[Entries shown]:
....................
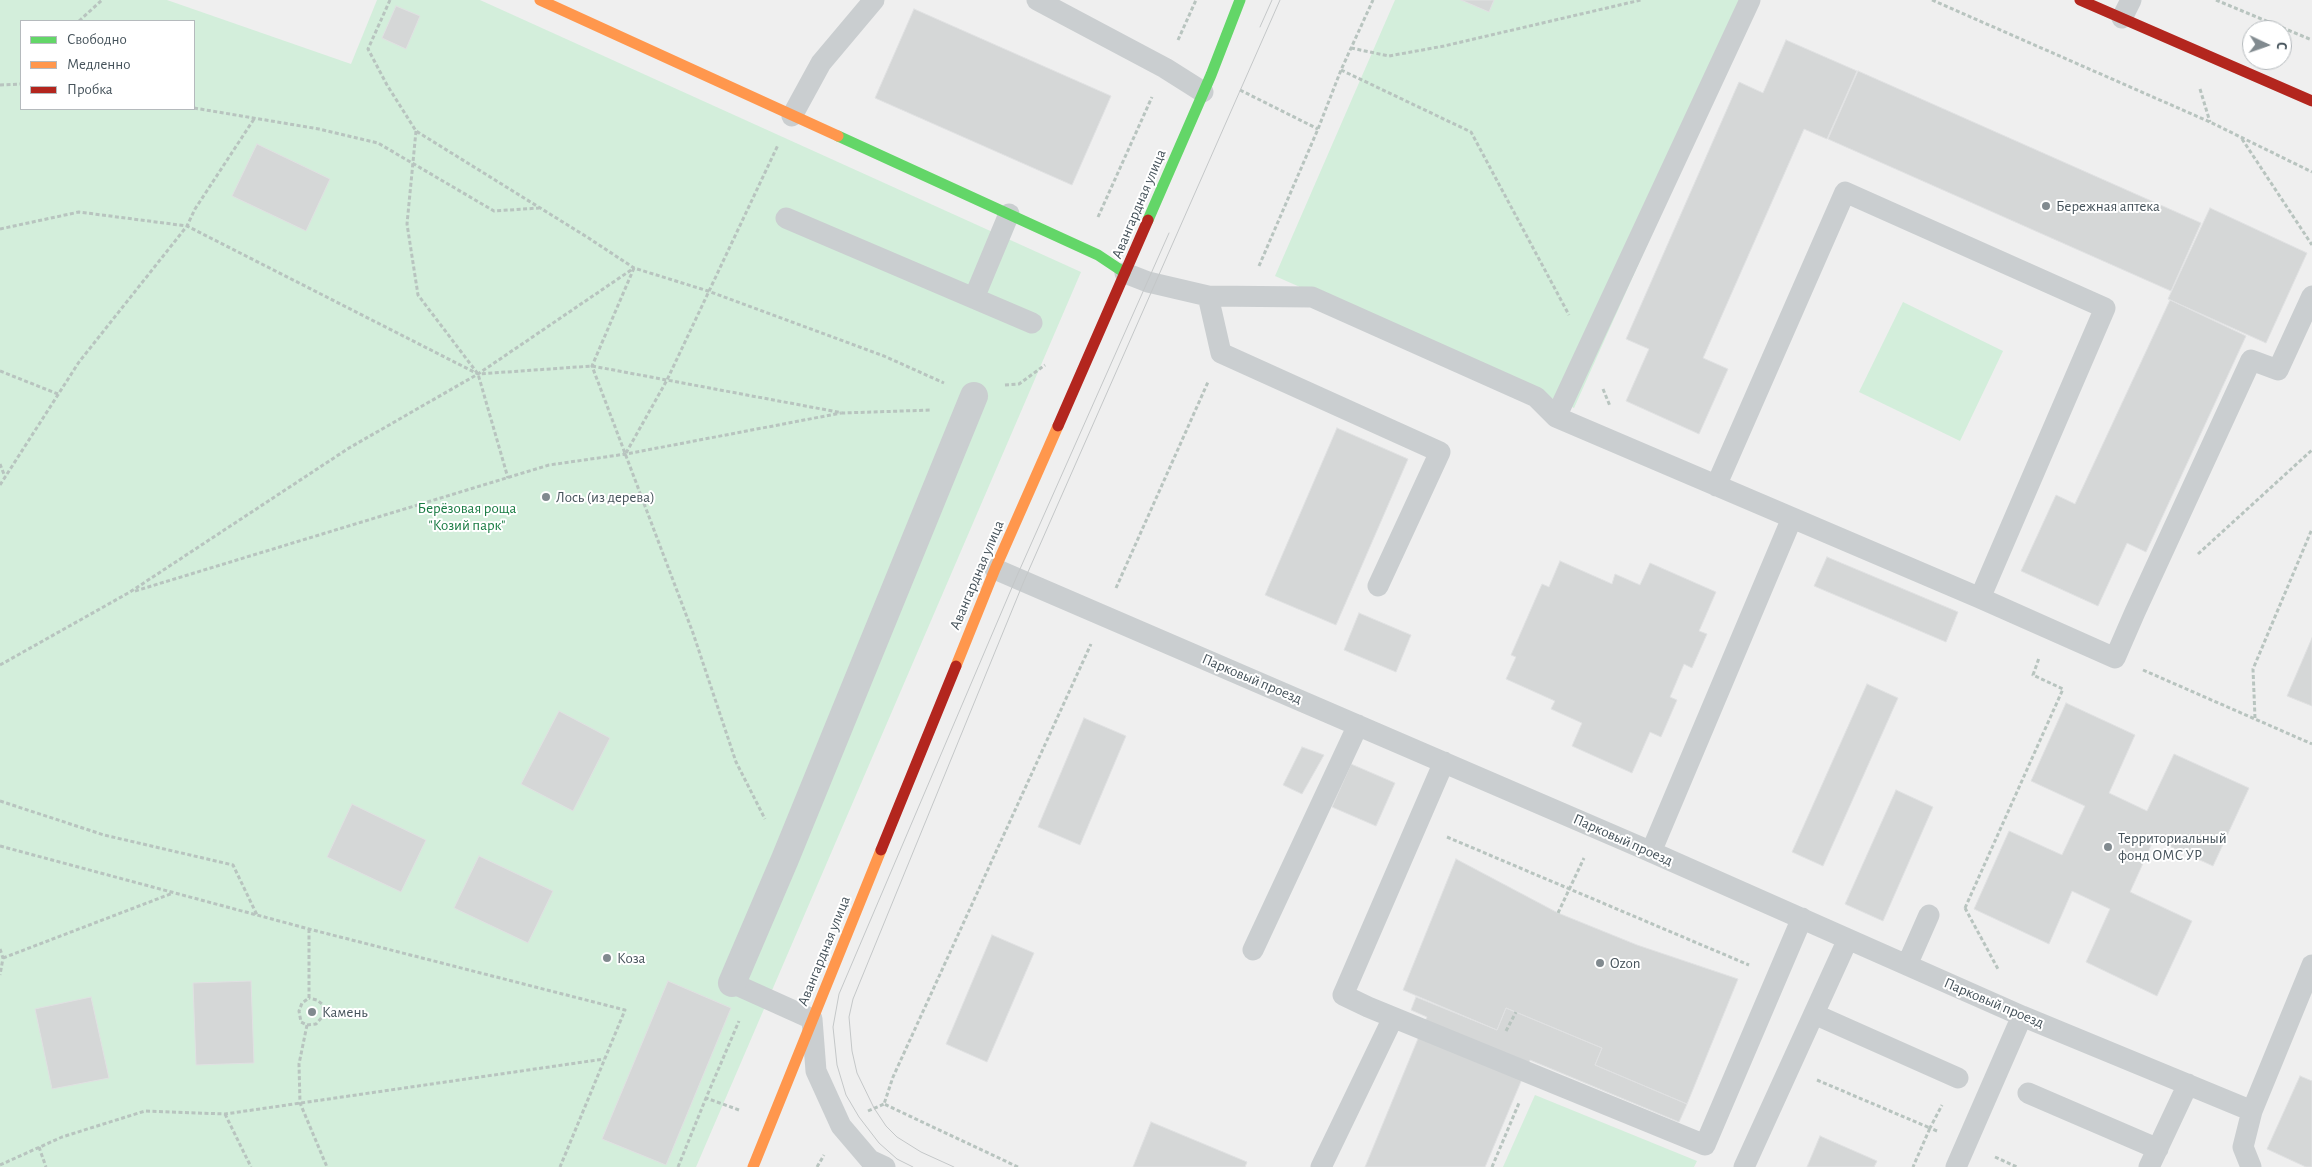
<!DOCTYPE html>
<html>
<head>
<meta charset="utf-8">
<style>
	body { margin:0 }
	#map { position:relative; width:2312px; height:1167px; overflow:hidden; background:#efefef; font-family:"Alegreya Sans",sans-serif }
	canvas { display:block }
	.legend { position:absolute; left:20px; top:20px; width:175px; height:90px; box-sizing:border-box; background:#fff; border:1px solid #b5babd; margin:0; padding:6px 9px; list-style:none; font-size:15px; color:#46535b }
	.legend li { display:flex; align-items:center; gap:10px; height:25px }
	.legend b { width:25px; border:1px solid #b5babd }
	.north { position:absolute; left:2242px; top:20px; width:50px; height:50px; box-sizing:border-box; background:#fff; border:1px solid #b5babd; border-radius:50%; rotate:93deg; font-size:14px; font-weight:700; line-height:20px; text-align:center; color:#46535b }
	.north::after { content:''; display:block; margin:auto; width:18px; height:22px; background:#818a8f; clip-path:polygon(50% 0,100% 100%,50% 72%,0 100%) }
</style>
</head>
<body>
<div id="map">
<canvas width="2312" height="1167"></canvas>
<ul class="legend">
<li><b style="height:6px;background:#63d668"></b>Свободно</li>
<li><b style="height:6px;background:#ff974d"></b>Медленно</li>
<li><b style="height:6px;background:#b3261e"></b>Пробка</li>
</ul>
<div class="north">С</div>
</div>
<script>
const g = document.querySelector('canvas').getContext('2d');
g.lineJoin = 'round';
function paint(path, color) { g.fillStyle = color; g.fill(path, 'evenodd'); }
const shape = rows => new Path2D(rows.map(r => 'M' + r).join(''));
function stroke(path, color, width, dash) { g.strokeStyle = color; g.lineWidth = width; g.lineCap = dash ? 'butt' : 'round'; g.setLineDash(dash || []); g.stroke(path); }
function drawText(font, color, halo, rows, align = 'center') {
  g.font = font + ' "Alegreya Sans",sans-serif'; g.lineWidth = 4; g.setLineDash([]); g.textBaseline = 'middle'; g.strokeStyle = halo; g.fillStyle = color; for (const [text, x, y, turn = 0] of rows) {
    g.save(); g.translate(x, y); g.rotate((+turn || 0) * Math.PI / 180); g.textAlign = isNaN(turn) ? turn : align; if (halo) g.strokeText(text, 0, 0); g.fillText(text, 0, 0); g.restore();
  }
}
paint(shape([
	[0,0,167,0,351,64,377,0,480,0,1081,272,696,1167,0,1167],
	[21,21,194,21,194,109,21,109],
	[1395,0,1757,0,1574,408,1275,276],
	[1903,302,2003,351,1960,441,1859,392],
	[1535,1095,1697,1161,1694,1167,1503,1167]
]), '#d3eedb');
const building = shape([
	[1461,0,1494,0,1489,12,1461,0],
	[396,6,420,16,406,49,382,38,396,6],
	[914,9,1111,96,1072,185,875,98,914,9],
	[1786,40,1857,71,1827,139,1804,129,1703,358,1728,369,1699,434,1626,401,1649,349,1626,339,1739,82,1763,93,1786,40],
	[1858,71,2201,223,2171,291,1828,139,1858,71],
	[257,144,330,179,306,231,232,196,257,144],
	[2210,208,2307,253,2266,343,2168,299,2210,208],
	[2170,300,2246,336,2146,552,2127,543,2098,606,2021,571,2056,495,2075,504,2170,300],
	[1337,428,1408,459,1336,625,1265,595,1337,428],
	[1827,557,1958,612,1946,642,1814,586,1827,557],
	[1560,561,1612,584,1615,574,1640,585,1650,563,1716,592,1699,631,1707,634,1692,668,1684,664,1670,697,1677,700,1661,737,1650,732,1632,773,1572,746,1582,723,1551,709,1555,701,1506,679,1516,657,1511,655,1542,584,1549,587,1560,561],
	[1359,613,1411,635,1396,672,1344,650,1359,613],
	[2312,638,2312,706,2287,696,2312,638],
	[1867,684,1898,698,1823,866,1792,852,1867,684],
	[2066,703,2135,735,2109,793,2147,811,2174,754,2249,788,2213,866,2154,839,2130,892,2192,921,2157,996,2086,962,2110,909,2072,891,2049,944,1974,909,2009,831,2062,855,2085,806,2031,781,2066,703],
	[559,711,610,738,573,811,521,784,559,711],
	[1084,718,1126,736,1080,845,1038,827,1084,718],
	[1302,747,1324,755,1302,794,1283,785,1302,747],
	[1351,764,1395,783,1376,826,1332,807,1351,764],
	[1896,790,1933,807,1883,921,1845,904,1896,790],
	[352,804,426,840,401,892,327,857,352,804],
	[479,856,553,891,528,943,454,908,479,856],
	[1456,859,1558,913,1637,945,1738,979,1687,1104,1595,1065,1602,1048,1506,1008,1497,1030,1403,990,1456,859],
	[992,935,1034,953,987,1062,946,1044,992,935],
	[251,981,254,1063,196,1065,193,983,251,981],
	[668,981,731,1008,666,1165,602,1139,668,981],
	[91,997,109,1078,52,1089,35,1009,91,997],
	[1416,997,1497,1030,1506,1008,1602,1048,1595,1065,1687,1104,1679,1122,1530,1060,1485,1167,1365,1167,1427,1017,1411,1010,1416,997],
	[2300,1076,2312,1081,2312,1167,2306,1167,2267,1149,2300,1076],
	[1151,1122,1247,1162,1245,1167,1133,1167,1151,1122],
	[1820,1136,1877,1161,1874,1167,1807,1167,1820,1136]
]);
paint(building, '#d5d7d7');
stroke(building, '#e0e1e2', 1);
stroke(shape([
	[390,0,368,49,387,85,416,131,587,237,634,268,708,291,884,356,944,383],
	[1932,0,2210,122,2312,172],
	[2216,0,2312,40],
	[79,21,102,0],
	[1178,40,1196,0],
	[1351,48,1389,56,1444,46,1641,0],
	[1341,70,1471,132,1569,315],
	[0,85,21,84],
	[2200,89,2210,122],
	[1240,90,1318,129],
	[194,108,319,129,378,143,494,211,539,208],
	[416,131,407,224,418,295,478,374,508,478],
	[2242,139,2312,245],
	[1098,217,1152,97],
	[0,229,79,212,187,226,478,374,592,366,843,413,932,410],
	[1259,266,1318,129,1341,70,1373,0],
	[634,268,592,366,693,633,736,762,765,819],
	[0,371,58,394],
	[1005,385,1019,384,1045,365],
	[1603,389,1610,406],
	[626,453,667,380,778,145],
	[0,464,5,477],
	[0,485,79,362,187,226,195,209,254,119],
	[2198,554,2312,450],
	[1116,588,1208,382],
	[135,591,549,465,626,454,841,413],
	[0,665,130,592,349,448,478,374,634,268],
	[2143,670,2312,744],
	[2255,718,2253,669,2312,529],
	[0,801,104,835,233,865,257,915],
	[1447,837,1749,965],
	[0,846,309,929,625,1010,560,1167],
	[1965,908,2063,689,2033,675,2039,658],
	[1965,908,1998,969],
	[1558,913,1584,858],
	[309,929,309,998,302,1003,299,1011,301,1022,307,1025,299,1064,300,1103,327,1167],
	[0,949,3,958,0,975],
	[3,958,173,893],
	[307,1025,316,1024,324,1015,322,1004,317,1000,309,998],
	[1506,1031,1516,1012],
	[1817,1080,1930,1128,1913,1167],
	[739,1110,706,1098,739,1021],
	[868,1111,884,1104],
	[225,1114,251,1167],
	[1937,1131,1930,1128,1942,1105],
	[39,1147,46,1167],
	[1995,1157,2017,1167],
	[0,1165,62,1137,145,1111,225,1114,604,1059],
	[678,1167,706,1098],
	[817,1167,824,1155],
	[1018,1167,884,1104,893,1077,1091,644],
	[1492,1167,1519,1103]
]), '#b8c4bf', 3, [4, 2.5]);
stroke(shape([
	[1037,0,1165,68,1203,92],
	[2122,18,2131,0],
	[792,116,821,63,874,0],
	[786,218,1032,323],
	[1125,273,1148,282,1208,296,1312,297,1536,397,1556,417,1980,598,2115,658,2135,612,2251,360,2278,370,2312,296],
	[1208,296,1221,353,1440,452,1378,586],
	[974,298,1009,214],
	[1556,417,1750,0],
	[1716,486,1845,192,2105,308,1980,598],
	[995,569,1640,847,2022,1016,2252,1111],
	[1444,762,1343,995,1368,1007,1705,1145,1802,918],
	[1651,852,1792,518],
	[1253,950,1358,725],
	[1907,965,1929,915],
	[732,983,812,1019,816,1071,841,1126,870,1160,885,1167],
	[1814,1014,1958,1078],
	[2028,1093,2158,1149],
	[1321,1167,1390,1024],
	[1744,1167,1848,939],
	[1956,1167,2022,1016],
	[2149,1167,2188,1084],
	[2251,1167,2243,1147,2252,1111,2312,965]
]), '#caced0', 21);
stroke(shape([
	[732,983,785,859,974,396]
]), '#caced0', 28);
stroke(shape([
	[838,136,1098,255,1125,273],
	[1148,220,1211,75,1240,0]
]), '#63d668', 11);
stroke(shape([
	[540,0,838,136],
	[956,666,995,569,1058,426],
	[753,1167,881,850]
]), '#ff974d', 11);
stroke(shape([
	[2080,0,2312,101],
	[1058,426,1148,220],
	[881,850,956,666]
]), '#b3261e', 11);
stroke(shape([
	[1260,27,1272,0],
	[913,1167,897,1159,879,1143,859,1117,846,1095,837,1065,833,1027,839,994,1016,578,1169,233],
	[954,1167,921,1152,897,1137,886,1126,874,1108,857,1073,852,1051,849,1017,853,999,1024,581,1280,0]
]), '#c4c7c8', 1);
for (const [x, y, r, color] of [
	[2046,206,5,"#818a8f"],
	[546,497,5,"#818a8f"],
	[2108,847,5,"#818a8f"],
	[607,958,5,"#818a8f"],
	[1600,963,5,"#818a8f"],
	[312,1012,5,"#818a8f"]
]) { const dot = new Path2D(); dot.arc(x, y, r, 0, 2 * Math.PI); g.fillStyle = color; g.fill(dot); stroke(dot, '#fff', 2); }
drawText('15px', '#46535b', '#fff', [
	["Авангардная улица",1139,204,-67],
	["Авангардная улица",977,575,-67],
	["Парковый проезд",1252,679,23],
	["Парковый проезд",1623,840,24],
	["Авангардная улица",824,951,-68],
	["Парковый проезд",1994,1003,23]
]);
drawText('15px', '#46535b', '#fff', [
	["Бережная аптека",2056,206],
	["Лось (из дерева)",556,497],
	["Территориальный",2118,838],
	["фонд ОМС УР",2118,855],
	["Коза",617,958],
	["Ozon",1610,963],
	["Камень",322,1012]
], 'left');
drawText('15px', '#187b42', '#fff', [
	["Берёзовая роща",467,508],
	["\"Козий парк\"",467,525]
]);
</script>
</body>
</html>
....................
[Work to complete]: Go line by line through the material above and return each one that includes "function".

[Final answer]:
function paint(path, color) { g.fillStyle = color; g.fill(path, 'evenodd'); }
function stroke(path, color, width, dash) { g.strokeStyle = color; g.lineWidth = width; g.lineCap = dash ? 'butt' : 'round'; g.setLineDash(dash || []); g.stroke(path); }
function drawText(font, color, halo, rows, align = 'center') {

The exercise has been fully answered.